Seen from the river, Popoli’s skyline is defined by the outline of its twin churches, Santissima Trinità and Santi Lorenzo and Biagio, built on high ground overlooking the town.
What to do in Popoli
Popoli is picturesque but that’s not the only reason people come here. It’s a favourite base for trekkers, excursionists – especially visitors to the Reserve, the Riserva Naturale Sorgenti del Pescara – and truffle hunters. There is also a wolf centre here, with guided tours.
Some also come to take the waters. There has been a spa in Popoli since the nineteenth century, though the first complex was bombed during the Second World War. The waters of Popoli are said to be especially effective in easing rheumatism and respiratory and digestive ailments.
We get to Popoli on market day, which occurs every Monday and Thursday, and there is bustle in the main square, Piazza della Libertà. The locals seem just as keen to stop and chat as they are to purchase the fruit, vegetables and clothing on sale.
Tragedy in the marketplace
There might have been a similar atmosphere in the square when tragedy struck in March 1944, when Popoli was occupied by the Germans. It would have been a spring day like this one, maybe with the sun shining and the trees in blossom. Women and children were queuing up at the town hall to receive their ration coupons when the British dropped their bombs. killing at least 200 in the queue. It was the second time in two months this little town had been bombed and the tragedy is remembered in March every year.
Maybe it’s the lively atmosphere of the market, but I think I can detect a certain robustness of spirit here in Popoli. History would seem to testify to this, for despite its heavy battering during the war, the town picked itself up and flourished in the post-war years. At the end of the nineteenth century it was also known to have been a hub for brigantaggio, or the bands of brigands that roamed the area.
Ancient sites
Despite the German occupation and Allied bombardment, the buildings which frame the square have withstood the test of time. The Taverna Ducale, now an art gallery, dates back to the late thirteenth century. Beside it is the church of San Francesco, with its two lions guarding the doorway and a particularly beautiful gothic rose window high up on the façade. Alongside is the curiously pink Torre Civica with its outsize clock showing the wrong time.

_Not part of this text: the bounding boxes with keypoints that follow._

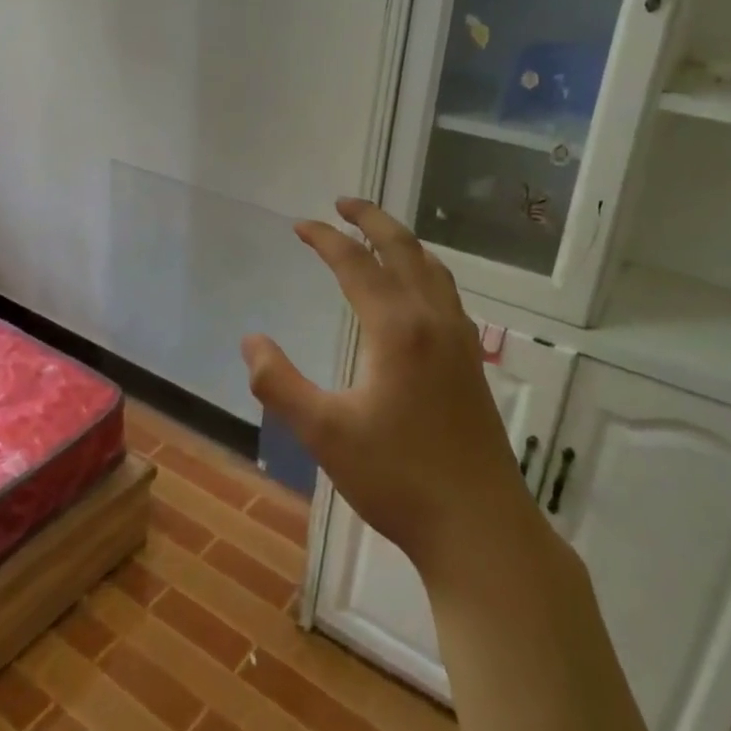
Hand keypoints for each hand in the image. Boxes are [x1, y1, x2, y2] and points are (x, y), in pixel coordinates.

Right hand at [241, 199, 533, 589]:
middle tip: (343, 203)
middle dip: (371, 220)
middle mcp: (433, 321)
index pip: (356, 263)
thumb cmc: (397, 479)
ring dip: (403, 242)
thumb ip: (279, 383)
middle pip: (404, 250)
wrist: (479, 527)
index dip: (324, 239)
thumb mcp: (323, 433)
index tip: (299, 225)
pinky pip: (446, 294)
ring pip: (433, 270)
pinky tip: (415, 291)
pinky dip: (424, 271)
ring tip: (377, 236)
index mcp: (397, 328)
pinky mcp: (471, 363)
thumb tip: (250, 340)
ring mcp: (460, 341)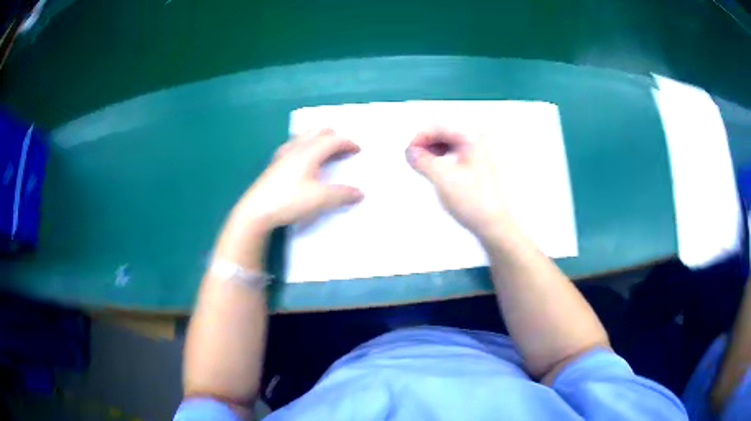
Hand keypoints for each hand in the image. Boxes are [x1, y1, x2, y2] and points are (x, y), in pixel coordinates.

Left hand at [232, 129, 363, 230]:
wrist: (256, 210)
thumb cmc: (289, 201)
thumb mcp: (320, 199)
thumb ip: (342, 194)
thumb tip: (360, 193)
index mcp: (310, 152)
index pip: (333, 140)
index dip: (347, 143)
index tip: (358, 150)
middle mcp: (297, 148)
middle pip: (318, 132)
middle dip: (333, 137)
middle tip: (342, 149)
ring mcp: (283, 154)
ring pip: (304, 136)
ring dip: (318, 139)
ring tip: (324, 150)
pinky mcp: (274, 164)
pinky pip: (293, 146)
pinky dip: (304, 146)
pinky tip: (301, 159)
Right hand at [406, 129, 510, 240]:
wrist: (492, 224)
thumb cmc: (476, 203)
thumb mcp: (443, 179)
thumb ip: (423, 161)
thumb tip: (410, 151)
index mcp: (471, 139)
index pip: (438, 126)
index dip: (419, 137)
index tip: (409, 151)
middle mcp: (476, 141)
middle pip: (442, 131)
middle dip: (424, 143)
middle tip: (413, 157)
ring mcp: (476, 152)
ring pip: (445, 141)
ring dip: (430, 150)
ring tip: (422, 164)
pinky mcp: (473, 164)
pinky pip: (451, 152)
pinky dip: (438, 157)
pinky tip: (434, 169)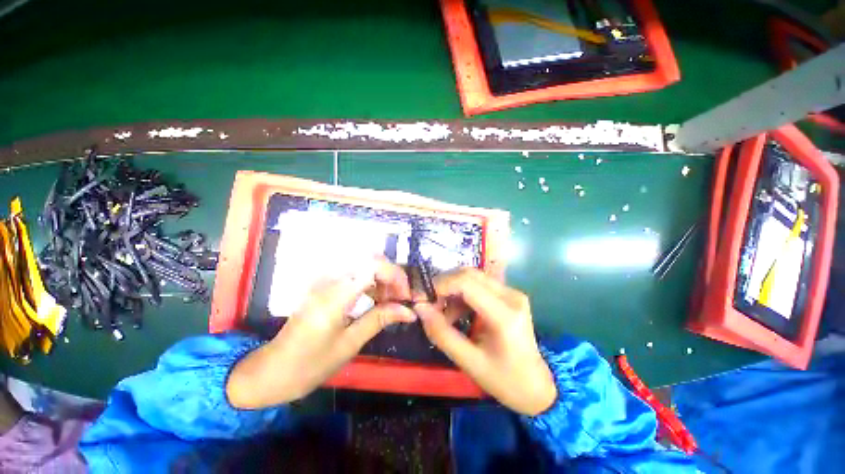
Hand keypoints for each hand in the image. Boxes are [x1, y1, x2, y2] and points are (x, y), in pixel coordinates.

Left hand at [227, 259, 415, 408]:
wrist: (272, 371)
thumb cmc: (310, 364)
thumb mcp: (350, 344)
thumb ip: (379, 320)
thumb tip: (408, 311)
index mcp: (335, 294)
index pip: (373, 266)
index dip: (395, 276)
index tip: (406, 297)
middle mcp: (330, 279)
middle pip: (370, 260)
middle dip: (391, 276)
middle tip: (399, 299)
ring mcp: (325, 280)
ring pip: (363, 264)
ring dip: (381, 278)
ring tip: (390, 300)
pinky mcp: (324, 285)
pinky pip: (354, 273)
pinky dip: (370, 281)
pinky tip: (374, 298)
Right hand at [415, 268, 556, 415]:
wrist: (537, 387)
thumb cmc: (504, 381)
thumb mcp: (468, 362)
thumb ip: (441, 333)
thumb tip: (419, 308)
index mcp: (504, 314)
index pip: (466, 283)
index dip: (439, 285)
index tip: (421, 298)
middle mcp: (511, 295)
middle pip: (468, 274)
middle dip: (444, 285)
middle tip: (429, 304)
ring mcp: (512, 293)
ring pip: (472, 277)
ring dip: (452, 290)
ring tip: (441, 313)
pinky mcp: (509, 295)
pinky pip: (479, 285)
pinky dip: (461, 295)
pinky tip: (455, 313)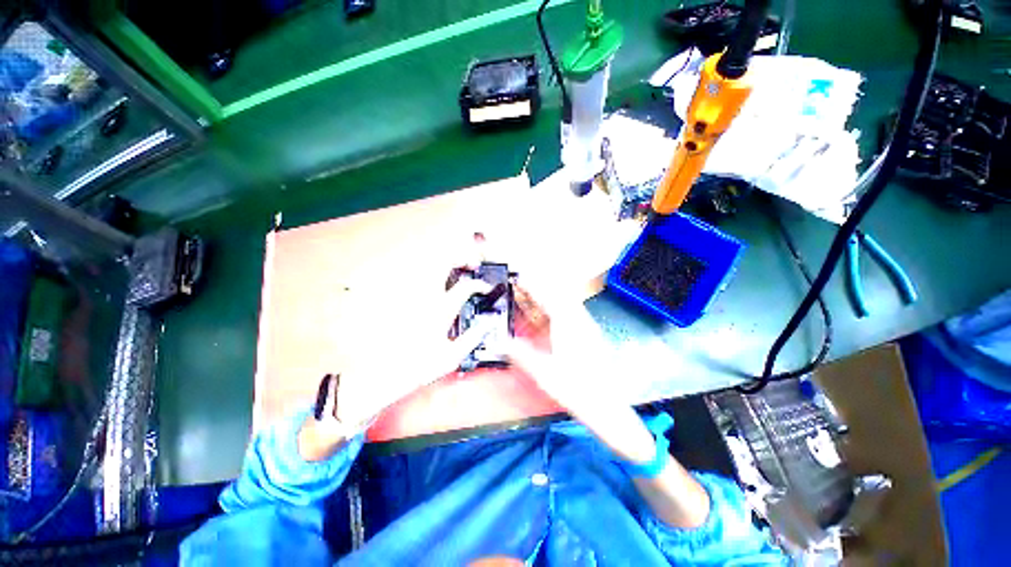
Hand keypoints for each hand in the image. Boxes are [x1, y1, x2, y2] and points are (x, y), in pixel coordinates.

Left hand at [329, 256, 495, 428]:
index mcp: (442, 310)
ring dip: (443, 262)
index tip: (485, 288)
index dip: (481, 284)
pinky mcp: (396, 295)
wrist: (380, 371)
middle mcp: (425, 296)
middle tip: (469, 263)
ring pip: (427, 264)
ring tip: (452, 267)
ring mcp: (409, 293)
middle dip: (461, 257)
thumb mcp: (451, 357)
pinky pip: (412, 275)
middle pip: (444, 261)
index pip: (467, 286)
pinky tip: (430, 281)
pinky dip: (425, 273)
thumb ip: (473, 338)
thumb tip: (487, 325)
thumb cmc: (415, 367)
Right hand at [508, 285, 709, 528]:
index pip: (548, 295)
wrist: (608, 408)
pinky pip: (567, 312)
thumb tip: (501, 342)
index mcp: (569, 326)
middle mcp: (579, 320)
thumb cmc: (578, 391)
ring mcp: (584, 326)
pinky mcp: (586, 334)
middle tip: (518, 282)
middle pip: (556, 293)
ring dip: (544, 295)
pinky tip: (544, 313)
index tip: (517, 275)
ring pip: (562, 301)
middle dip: (536, 285)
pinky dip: (552, 307)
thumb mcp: (545, 374)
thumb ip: (522, 355)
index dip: (531, 283)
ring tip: (527, 293)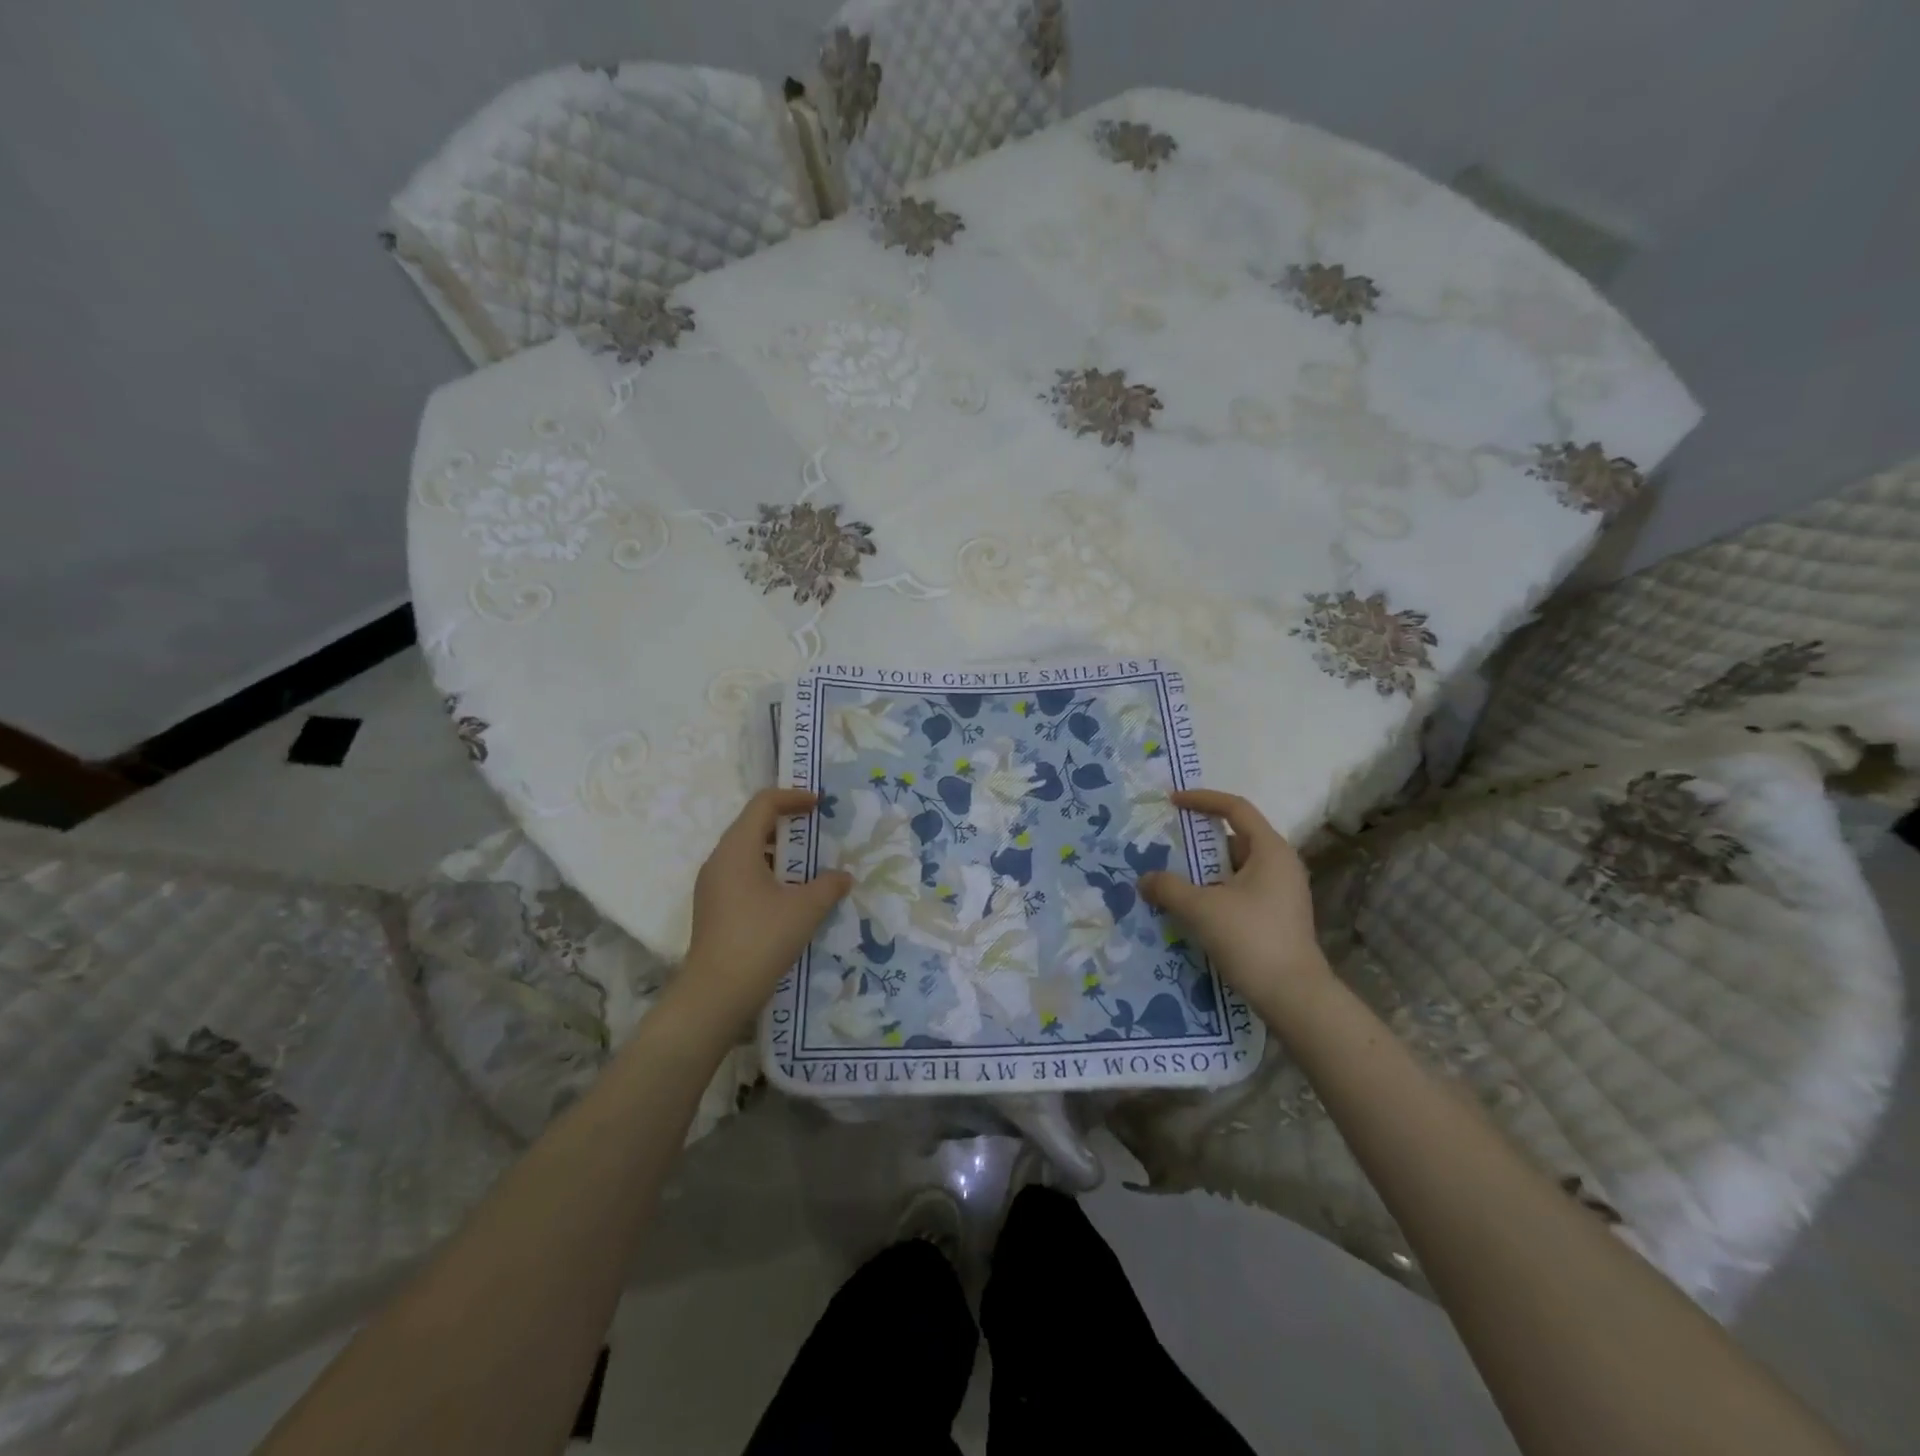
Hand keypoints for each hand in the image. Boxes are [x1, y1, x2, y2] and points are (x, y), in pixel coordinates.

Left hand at [673, 789, 851, 1033]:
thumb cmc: (761, 940)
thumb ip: (828, 885)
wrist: (716, 994)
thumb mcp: (805, 909)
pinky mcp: (713, 907)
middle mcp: (719, 860)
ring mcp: (712, 885)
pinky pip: (742, 874)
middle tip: (817, 829)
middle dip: (787, 822)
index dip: (793, 797)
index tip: (819, 803)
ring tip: (808, 863)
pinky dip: (767, 872)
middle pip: (752, 825)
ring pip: (747, 852)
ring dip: (778, 850)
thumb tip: (843, 876)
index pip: (763, 804)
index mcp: (737, 849)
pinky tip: (789, 894)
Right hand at [1138, 789, 1329, 1011]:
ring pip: (1235, 868)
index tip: (1172, 802)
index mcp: (1270, 851)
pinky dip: (1214, 891)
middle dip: (1198, 840)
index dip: (1202, 800)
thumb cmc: (1251, 939)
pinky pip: (1240, 891)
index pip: (1235, 809)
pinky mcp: (1276, 917)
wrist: (1294, 997)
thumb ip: (1168, 887)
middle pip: (1234, 839)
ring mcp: (1281, 893)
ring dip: (1204, 871)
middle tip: (1167, 844)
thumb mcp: (1201, 908)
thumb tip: (1145, 880)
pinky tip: (1191, 909)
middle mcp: (1280, 865)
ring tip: (1172, 879)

Also in the square, now surrounded by the awnings of the market stalls, is the Fontana dei Mascheroni, translated as the fountain of gargoyles, from which water spouts. The original, in stone, was destroyed during the bombing and its replacement is in cast iron.
Caged bird
The market stalls continue along the main road. On the corner, outside a shop, we come across a macaw in a cage. Its friendly owner comes out to introduce us but the bird just tucks its head coyly under a bright blue wing. The man tells us he often takes his charge free flying and shows us a photo of the macaw in flight, a blue arrow soaring against a background of jagged mountain peaks. It probably beats sitting in a cage being harassed by tourists I think. But the bird gives nothing away.
The macaw turns out to be the only example of exotic wildlife we meet. And maybe it’s better that way.
From Pescara take A25 motorway, exit Bussi-Popoli.